After crossing into China from Laos, it was soon obvious that bicycle culture in China revolves around cargo bikes.
And boy, can they overload them! How they managed to get all of that stuff on top in the first place is beyond us…
These aren’t the sleek, well maintained Dutch cargo bikes with the box in front. They’re rusted three-wheelers that were designed and built to transport goods. They’re bomb-proof.
Women love cargo bikes because they’re relatively light and easy to maneuver. They can lift them over sidewalk curbs, whereas motorcycle cargo bikes are too heavy to do that with. Quite a few of them push their three-wheelers from place to place but some do manage to pedal their fully-loaded bikes.

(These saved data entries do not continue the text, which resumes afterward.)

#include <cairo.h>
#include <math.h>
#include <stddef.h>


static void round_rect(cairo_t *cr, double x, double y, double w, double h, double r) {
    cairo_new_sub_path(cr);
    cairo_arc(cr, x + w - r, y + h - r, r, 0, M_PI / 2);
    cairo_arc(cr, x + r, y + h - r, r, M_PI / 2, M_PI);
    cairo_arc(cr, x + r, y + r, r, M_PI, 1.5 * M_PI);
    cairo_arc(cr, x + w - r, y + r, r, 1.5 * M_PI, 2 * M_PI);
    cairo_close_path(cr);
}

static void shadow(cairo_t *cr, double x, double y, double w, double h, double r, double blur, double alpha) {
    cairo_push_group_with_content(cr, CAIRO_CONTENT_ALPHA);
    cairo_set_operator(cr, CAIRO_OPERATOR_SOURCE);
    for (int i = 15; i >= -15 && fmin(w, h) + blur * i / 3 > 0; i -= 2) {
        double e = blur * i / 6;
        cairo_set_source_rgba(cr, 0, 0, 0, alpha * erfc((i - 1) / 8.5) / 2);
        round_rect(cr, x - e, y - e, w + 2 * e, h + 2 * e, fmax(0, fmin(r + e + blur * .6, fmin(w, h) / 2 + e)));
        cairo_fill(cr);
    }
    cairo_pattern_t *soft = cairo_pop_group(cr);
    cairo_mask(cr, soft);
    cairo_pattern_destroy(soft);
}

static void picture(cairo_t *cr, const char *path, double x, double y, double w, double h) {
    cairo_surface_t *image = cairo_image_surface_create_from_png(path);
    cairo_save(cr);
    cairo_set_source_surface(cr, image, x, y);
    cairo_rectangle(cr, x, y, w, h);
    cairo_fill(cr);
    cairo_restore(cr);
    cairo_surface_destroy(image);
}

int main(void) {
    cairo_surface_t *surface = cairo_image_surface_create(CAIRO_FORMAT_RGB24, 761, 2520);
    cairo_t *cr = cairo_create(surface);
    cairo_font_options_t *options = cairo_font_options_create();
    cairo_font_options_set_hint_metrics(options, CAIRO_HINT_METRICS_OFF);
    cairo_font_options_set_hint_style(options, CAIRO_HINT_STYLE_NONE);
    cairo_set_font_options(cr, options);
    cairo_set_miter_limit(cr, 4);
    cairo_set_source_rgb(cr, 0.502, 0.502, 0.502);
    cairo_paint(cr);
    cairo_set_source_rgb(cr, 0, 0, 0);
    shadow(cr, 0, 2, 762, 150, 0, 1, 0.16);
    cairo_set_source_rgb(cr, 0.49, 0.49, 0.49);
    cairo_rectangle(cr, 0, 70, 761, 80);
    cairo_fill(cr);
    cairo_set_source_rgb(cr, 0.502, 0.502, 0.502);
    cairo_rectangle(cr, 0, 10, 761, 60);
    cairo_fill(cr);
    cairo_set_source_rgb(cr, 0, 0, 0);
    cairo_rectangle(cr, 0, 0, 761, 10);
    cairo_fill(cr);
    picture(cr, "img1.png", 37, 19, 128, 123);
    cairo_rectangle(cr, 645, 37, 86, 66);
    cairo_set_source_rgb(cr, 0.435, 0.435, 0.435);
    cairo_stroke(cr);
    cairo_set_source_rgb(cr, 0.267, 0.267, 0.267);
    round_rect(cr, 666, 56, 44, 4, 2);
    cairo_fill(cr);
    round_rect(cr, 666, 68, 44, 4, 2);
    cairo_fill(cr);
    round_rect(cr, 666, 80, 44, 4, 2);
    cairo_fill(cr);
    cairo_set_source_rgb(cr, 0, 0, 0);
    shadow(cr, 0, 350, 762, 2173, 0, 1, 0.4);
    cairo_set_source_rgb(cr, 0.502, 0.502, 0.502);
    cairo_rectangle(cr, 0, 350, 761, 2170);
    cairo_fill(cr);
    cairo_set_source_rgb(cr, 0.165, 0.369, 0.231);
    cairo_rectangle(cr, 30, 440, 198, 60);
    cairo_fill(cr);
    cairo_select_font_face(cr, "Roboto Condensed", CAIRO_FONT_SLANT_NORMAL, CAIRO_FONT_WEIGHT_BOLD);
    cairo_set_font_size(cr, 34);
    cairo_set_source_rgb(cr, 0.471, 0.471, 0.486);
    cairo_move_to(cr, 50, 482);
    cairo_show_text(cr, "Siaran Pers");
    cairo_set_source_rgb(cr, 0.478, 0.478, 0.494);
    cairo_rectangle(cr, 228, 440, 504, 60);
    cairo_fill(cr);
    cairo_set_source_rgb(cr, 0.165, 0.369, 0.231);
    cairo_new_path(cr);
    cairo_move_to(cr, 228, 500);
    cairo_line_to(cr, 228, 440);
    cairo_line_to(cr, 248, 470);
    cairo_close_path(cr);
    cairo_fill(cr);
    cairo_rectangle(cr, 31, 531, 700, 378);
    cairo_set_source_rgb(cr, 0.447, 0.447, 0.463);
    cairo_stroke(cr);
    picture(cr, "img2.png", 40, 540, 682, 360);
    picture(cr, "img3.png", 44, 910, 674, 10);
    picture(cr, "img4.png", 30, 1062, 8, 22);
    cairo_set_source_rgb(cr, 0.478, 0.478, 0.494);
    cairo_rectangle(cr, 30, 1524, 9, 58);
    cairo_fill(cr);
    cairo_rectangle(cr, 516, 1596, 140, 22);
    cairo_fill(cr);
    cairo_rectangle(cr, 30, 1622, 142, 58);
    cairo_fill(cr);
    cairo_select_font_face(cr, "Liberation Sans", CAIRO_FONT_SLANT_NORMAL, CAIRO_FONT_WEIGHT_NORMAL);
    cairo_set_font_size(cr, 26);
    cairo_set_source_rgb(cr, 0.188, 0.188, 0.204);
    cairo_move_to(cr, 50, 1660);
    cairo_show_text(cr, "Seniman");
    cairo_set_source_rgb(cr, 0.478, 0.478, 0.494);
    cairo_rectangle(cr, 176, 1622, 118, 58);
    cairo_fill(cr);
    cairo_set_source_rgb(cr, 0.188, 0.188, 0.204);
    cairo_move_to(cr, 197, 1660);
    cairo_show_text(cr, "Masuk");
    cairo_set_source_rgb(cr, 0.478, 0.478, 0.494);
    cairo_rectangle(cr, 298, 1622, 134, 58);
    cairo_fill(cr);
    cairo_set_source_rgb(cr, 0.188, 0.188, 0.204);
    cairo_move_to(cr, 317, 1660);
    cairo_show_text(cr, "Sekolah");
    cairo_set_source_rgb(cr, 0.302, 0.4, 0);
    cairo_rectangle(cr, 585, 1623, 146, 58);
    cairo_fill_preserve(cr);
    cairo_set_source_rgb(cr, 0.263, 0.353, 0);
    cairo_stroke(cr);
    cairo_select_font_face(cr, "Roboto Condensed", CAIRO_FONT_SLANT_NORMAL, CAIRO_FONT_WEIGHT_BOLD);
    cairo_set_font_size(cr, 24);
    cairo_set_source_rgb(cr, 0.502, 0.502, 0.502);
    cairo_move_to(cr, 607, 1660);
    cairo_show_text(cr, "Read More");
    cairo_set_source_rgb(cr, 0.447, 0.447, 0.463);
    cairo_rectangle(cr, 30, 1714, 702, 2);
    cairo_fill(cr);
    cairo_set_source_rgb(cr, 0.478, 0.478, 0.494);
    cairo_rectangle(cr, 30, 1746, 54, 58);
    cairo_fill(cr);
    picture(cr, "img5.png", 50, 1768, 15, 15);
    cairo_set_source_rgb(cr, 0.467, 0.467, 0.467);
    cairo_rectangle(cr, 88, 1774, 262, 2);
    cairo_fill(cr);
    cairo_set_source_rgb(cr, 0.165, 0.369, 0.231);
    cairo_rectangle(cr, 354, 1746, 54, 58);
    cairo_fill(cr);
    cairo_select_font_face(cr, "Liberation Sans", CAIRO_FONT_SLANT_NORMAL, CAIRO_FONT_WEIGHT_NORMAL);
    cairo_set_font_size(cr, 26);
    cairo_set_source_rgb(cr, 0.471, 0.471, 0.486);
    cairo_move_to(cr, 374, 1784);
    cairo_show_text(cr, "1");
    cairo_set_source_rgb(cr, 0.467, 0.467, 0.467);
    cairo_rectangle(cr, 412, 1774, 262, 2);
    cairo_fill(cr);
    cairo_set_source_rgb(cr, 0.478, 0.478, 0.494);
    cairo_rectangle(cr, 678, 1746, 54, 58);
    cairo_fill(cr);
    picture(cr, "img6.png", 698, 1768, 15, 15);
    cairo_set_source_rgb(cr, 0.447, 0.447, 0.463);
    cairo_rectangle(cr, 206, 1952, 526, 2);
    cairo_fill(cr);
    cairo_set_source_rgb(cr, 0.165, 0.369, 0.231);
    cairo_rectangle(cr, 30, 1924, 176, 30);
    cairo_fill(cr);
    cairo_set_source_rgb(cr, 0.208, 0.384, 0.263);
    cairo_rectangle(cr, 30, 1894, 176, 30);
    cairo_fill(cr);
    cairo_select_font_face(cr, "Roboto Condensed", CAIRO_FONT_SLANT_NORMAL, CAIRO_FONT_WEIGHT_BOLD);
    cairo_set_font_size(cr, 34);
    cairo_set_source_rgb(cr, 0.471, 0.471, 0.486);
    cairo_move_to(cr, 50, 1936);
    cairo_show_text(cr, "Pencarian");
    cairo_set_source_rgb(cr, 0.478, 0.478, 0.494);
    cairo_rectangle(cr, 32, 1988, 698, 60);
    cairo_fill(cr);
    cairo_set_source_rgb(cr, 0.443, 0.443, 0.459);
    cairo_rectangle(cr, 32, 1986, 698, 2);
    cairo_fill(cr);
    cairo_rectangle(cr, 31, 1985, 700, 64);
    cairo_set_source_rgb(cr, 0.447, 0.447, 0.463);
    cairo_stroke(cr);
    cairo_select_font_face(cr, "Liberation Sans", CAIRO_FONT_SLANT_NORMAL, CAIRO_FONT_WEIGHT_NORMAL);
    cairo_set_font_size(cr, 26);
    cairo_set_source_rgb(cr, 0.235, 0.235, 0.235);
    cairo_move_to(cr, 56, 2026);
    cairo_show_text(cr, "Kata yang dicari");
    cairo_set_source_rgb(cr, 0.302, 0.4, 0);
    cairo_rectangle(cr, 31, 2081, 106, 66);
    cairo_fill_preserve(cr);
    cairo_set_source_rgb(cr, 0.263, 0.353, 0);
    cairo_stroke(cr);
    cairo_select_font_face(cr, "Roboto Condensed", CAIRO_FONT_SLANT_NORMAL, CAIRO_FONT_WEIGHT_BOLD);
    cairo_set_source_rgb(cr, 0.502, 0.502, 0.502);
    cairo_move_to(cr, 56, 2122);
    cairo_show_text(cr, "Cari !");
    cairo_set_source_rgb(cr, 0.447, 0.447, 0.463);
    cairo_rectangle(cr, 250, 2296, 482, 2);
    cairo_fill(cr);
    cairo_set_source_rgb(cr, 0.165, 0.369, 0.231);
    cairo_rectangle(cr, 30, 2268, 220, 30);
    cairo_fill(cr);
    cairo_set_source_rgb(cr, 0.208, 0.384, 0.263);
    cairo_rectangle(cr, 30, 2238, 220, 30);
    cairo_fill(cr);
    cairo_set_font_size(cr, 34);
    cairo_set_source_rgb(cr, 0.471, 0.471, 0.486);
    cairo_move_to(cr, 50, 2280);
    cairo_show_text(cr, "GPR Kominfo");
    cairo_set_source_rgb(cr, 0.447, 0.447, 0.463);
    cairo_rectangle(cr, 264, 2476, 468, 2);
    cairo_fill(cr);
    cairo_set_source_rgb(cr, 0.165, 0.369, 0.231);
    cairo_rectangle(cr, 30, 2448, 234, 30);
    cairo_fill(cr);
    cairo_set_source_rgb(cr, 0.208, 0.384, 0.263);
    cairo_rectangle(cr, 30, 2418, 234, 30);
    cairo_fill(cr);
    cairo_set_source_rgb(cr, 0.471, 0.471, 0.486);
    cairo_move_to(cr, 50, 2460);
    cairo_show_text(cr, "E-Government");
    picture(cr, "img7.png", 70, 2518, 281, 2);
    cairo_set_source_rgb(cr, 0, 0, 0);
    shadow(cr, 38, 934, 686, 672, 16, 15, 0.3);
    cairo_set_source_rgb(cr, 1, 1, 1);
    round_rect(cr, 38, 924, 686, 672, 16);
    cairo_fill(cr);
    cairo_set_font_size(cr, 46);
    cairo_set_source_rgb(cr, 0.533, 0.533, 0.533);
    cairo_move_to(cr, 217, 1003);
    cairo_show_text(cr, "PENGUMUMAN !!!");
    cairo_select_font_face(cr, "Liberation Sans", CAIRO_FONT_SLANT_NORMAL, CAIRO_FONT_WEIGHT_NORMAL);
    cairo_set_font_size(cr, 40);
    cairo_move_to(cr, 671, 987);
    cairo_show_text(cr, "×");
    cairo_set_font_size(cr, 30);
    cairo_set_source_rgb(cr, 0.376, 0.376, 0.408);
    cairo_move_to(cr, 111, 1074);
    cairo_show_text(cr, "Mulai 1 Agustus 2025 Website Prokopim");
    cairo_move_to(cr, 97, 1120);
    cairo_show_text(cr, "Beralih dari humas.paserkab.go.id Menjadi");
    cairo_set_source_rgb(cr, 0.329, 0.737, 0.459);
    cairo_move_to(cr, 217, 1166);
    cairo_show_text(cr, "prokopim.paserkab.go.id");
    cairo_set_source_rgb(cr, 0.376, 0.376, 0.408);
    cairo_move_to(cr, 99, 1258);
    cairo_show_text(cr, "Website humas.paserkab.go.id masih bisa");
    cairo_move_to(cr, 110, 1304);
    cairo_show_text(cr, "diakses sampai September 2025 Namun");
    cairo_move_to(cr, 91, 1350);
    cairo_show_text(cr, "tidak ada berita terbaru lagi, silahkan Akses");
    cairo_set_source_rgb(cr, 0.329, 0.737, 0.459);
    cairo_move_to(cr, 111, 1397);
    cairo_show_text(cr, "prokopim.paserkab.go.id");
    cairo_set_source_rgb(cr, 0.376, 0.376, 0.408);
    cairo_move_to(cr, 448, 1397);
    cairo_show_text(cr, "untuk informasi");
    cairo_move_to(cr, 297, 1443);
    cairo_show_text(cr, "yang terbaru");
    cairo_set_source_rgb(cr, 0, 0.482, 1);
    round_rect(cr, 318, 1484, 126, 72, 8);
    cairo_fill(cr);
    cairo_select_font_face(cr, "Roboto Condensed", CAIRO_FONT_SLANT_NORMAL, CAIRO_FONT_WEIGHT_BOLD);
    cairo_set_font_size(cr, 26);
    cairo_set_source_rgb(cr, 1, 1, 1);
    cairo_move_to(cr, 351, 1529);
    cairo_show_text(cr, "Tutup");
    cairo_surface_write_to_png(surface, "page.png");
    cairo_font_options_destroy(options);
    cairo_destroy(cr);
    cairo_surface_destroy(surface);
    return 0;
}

Need to sell snacks? Or even clothes? In China, they’ve got that figured out! How about setting up a business making keys? Just place the necessary equipment in your cargo bike plus take along a chair and you’re ready to set up shop. Whole markets are full of cargo bike stalls selling vegetables, meat, and even flowers.
Around markets, you’ll see groups of men hanging around or even sitting in their cargo bike boxes. They’re waiting for customers who’ve bought stuff and need it transported home.
When someone cycled past carrying a mountain of junk, the stuff usually turned to be cardboard, metal or styrofoam. They were bringing it back to the recycling bank. How they managed to tie all it on to their bikes in the first place was beyond us.
Chinese cities employ a veritable army of street cleaners on cargo bikes. They ride the streets and bike paths, stopping to empty garbage bins plus sweep curbs and sidewalks.
Compared to most of the countries we’ve been to around the world, the bicycle infrastructure here is great! We rode through a number of cities almost entirely on bicycle paths. The biggest danger was from the electric scooters that shared the paths. We’d look in our mirrors and see nothing in back of us. Seconds later a silent electric scooter was right behind, honking to get around. That was a bit disconcerting.
Strangely enough, we didn’t come across many locals who used their two-wheelers to get around town. (Note: here we’re comparing China to the Netherlands and not America.) This could rapidly change. In 2012 we first visited Guilin and two years later we were back again. In that space of time, the city had started a ‘docked’ bike share program which turned out to be very popular. We spotted people riding the orange rental bikes all over town.